Seeing as I had a speedy recovery from running Miwok, I decided to sign up for the Blackfoot Ultra. I've got fond memories of this race as this is where I did my very first 50 km 3 years ago! Up until that point, I had only run a 21 km race so wasn't too sure how I'd get on but it turned out to be the perfect day and I got to the finishing line without any problems and a huge smile on my face! I then went back the year later to run the 80 km in preparation for the Canadian Death Race and had another good race. So this time, it made sense to sign up for the 100 km. I'm not a big fan of doing laps but I figured that running 4 x 25 km laps would be good mental training for me.
I like the 5 am starts but after 20 minutes of running, the skies opened and the rain started. This went on all day and turned into sleet and finally into snow. Parts of the course were incredibly muddy; I don't think I've ever seen so much mud before and, even though it was fun to be slipping n' sliding my way through it all, it was also freezing cold to wade through.
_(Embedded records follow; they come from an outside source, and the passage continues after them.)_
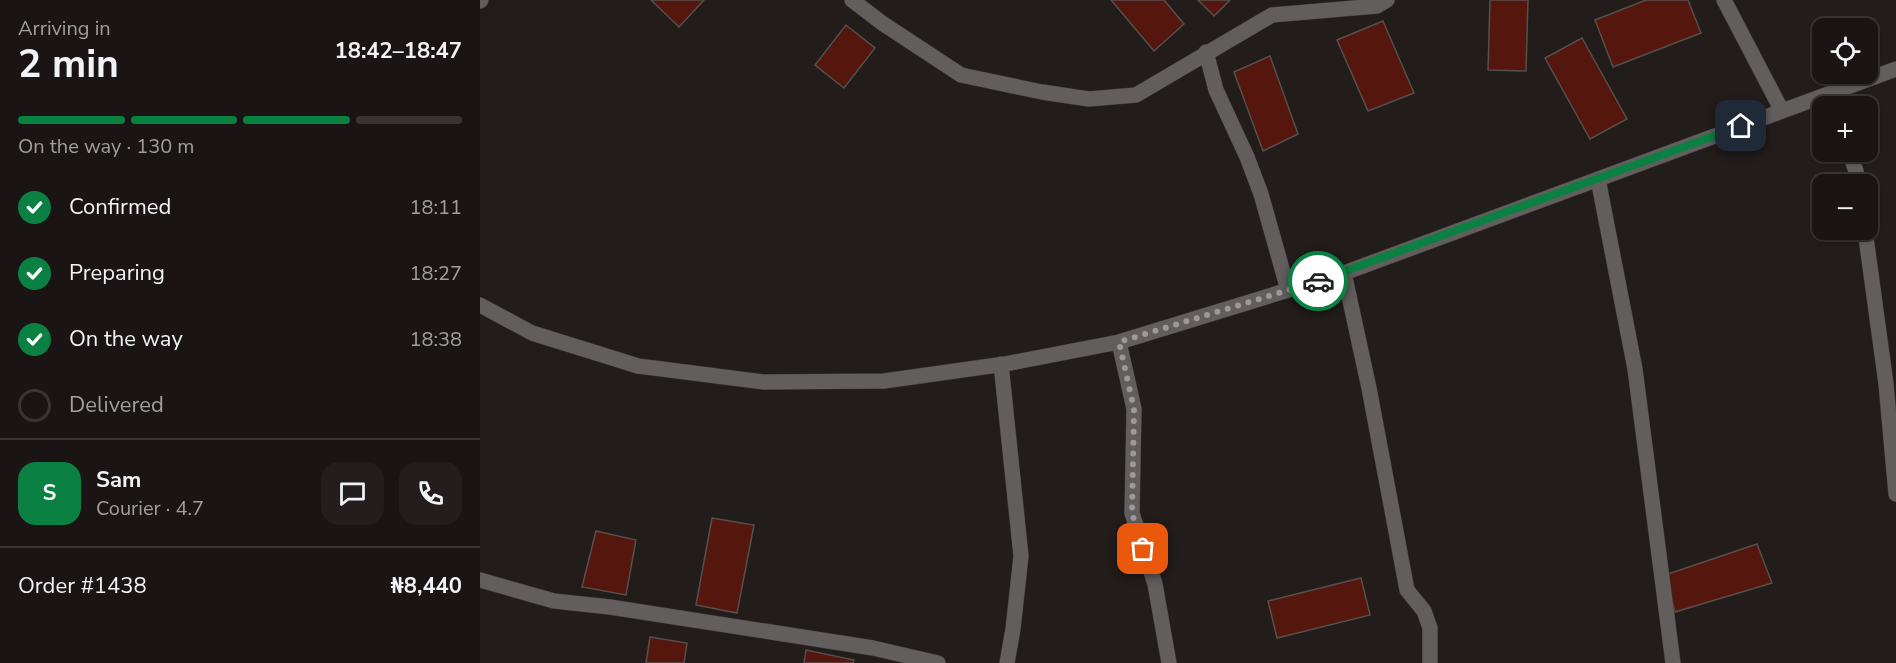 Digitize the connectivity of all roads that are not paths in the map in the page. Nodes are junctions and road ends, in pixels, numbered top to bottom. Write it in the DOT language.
graph roads {
  1 [pos="852,0"];
  2 [pos="1387,0"];
  3 [pos="1724,0"];
  4 [pos="1206,52"];
  5 [pos="1896,69"];
  6 [pos="1838,96"];
  7 [pos="1812,104"];
  8 [pos="1782,111"];
  9 [pos="1598,179"];
  10 [pos="1866,240"];
  11 [pos="1344,273"];
  12 [pos="1288,290"];
  13 [pos="480,305"];
  14 [pos="1119,342"];
  15 [pos="1001,364"];
  16 [pos="1896,494"];
  17 [pos="480,580"];
  18 [pos="939,663"];
  19 [pos="1007,663"];
  20 [pos="1169,663"];
  21 [pos="1430,663"];
  22 [pos="1673,663"];
  1 -- 4 [label="street"];
  2 -- 4 [label="street"];
  3 -- 8 [label="street"];
  4 -- 12 [label="street"];
  5 -- 6 [label="street"];
  7 -- 8 [label="street"];
  8 -- 9 [label="street"];
  9 -- 11 [label="street"];
  9 -- 22 [label="street"];
  10 -- 16 [label="street"];
  11 -- 12 [label="street"];
  11 -- 21 [label="street"];
  12 -- 14 [label="street"];
  13 -- 15 [label="street"];
  14 -- 15 [label="street"];
  14 -- 20 [label="street"];
  15 -- 19 [label="street"];
  17 -- 18 [label="street"];
}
I knew that there would be some rain during the day so I had packed lots of different layering options in my drop bag and was able to change into dry clothes during the day. It was unbelievable that some people were still running in shorts, some without hats or gloves. Needless to say, there were a few folks pulled off the course due to hypothermia.
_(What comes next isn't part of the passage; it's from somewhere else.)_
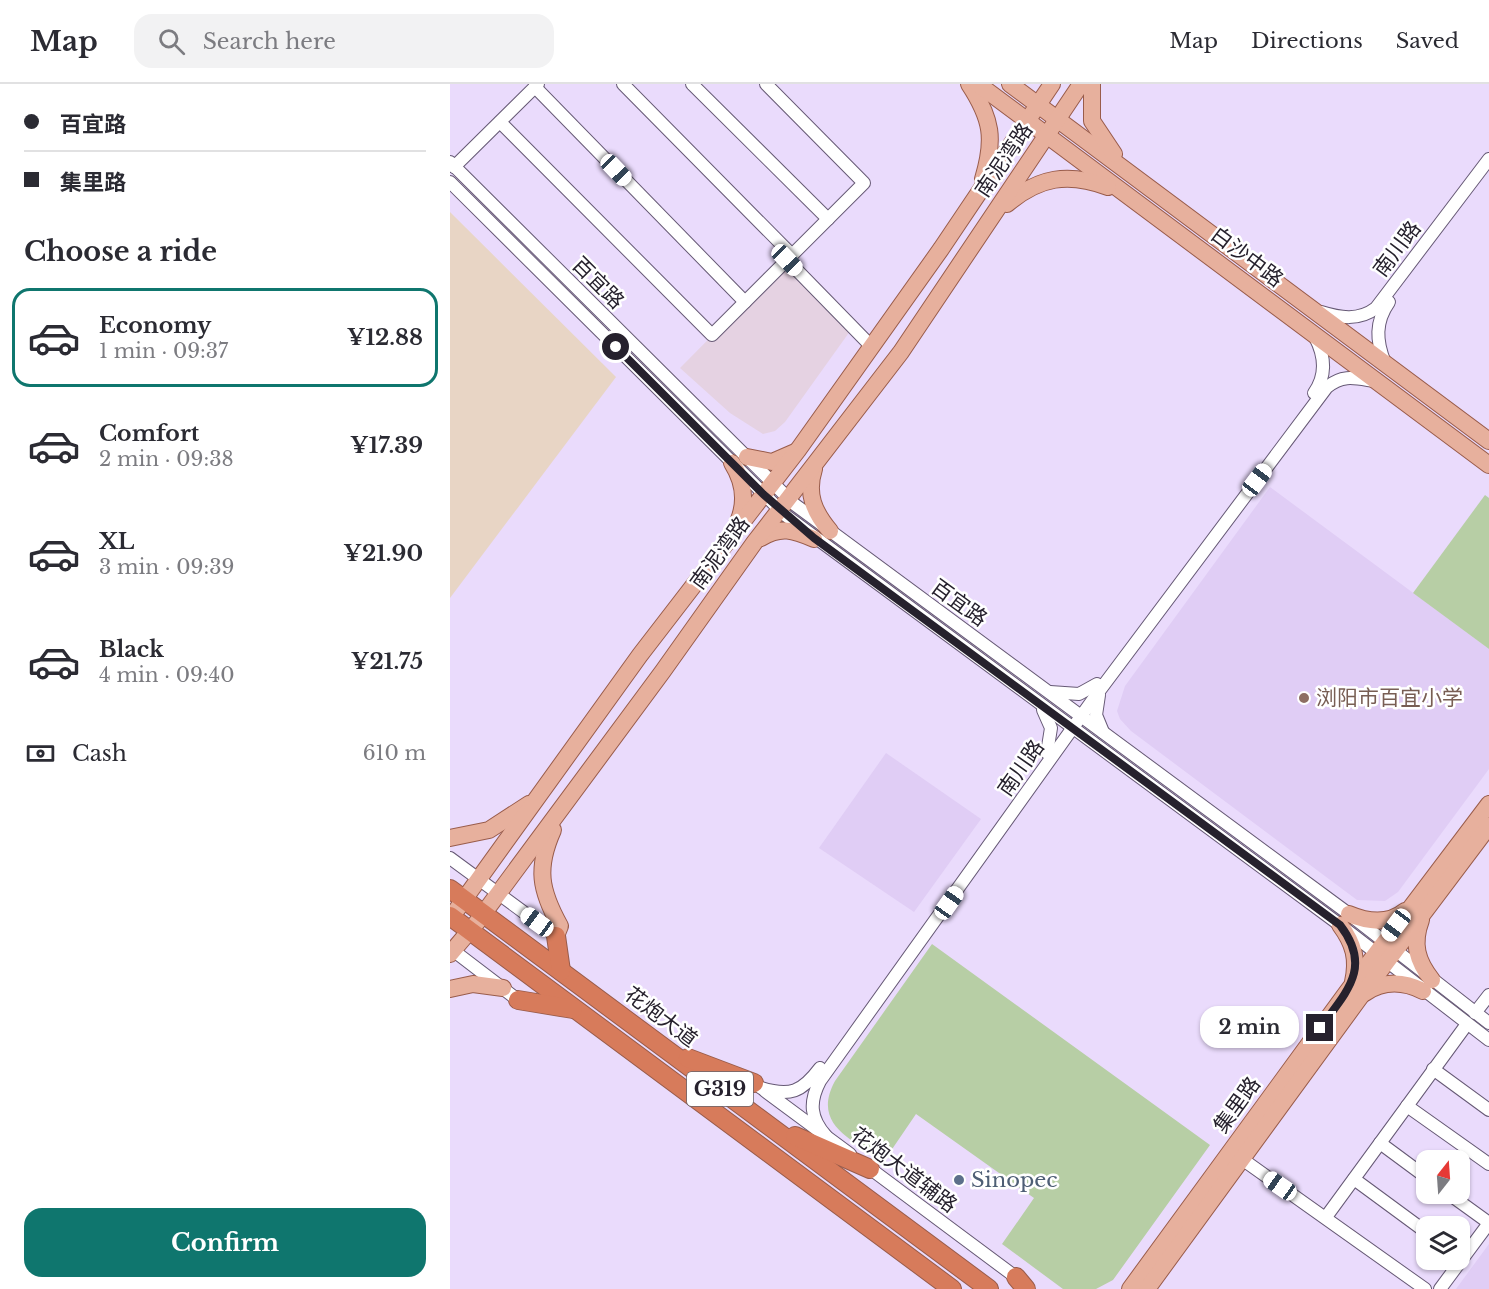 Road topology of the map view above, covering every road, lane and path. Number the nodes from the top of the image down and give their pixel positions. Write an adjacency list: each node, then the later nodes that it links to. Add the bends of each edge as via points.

Before coming into the 50 km mark, I did consider dropping as my glutes were getting very stiff and, as this was a training run, I was a little concerned that I'd injure myself which would be a bummer at this time of year. So, I ended up hunkering down in the main shelter for a while with the idea of calling it quits but then decided to get back out there after the race director murmured words of encouragement in my ear. And of course, this meant that I was then in it for the long haul! Due to the amount of time I'd lost hanging out in the shelter, I had to start pushing myself to keep up a decent enough pace not to end up missing the cut-off time (that would have been hilarious!) but it all worked out well in the end. Running through the slippery mud was slow and tedious, especially on the uphills but I got to the finishing line with a smile on my face and no injuries. Mission accomplished! A huge thank you to RD, Gary, and all the volunteers. I can't imagine how cold/wet they must have been and yet they were still happy and smiley, cooking up hot soup at every aid station and giving out lots of encouragement. They were amazing!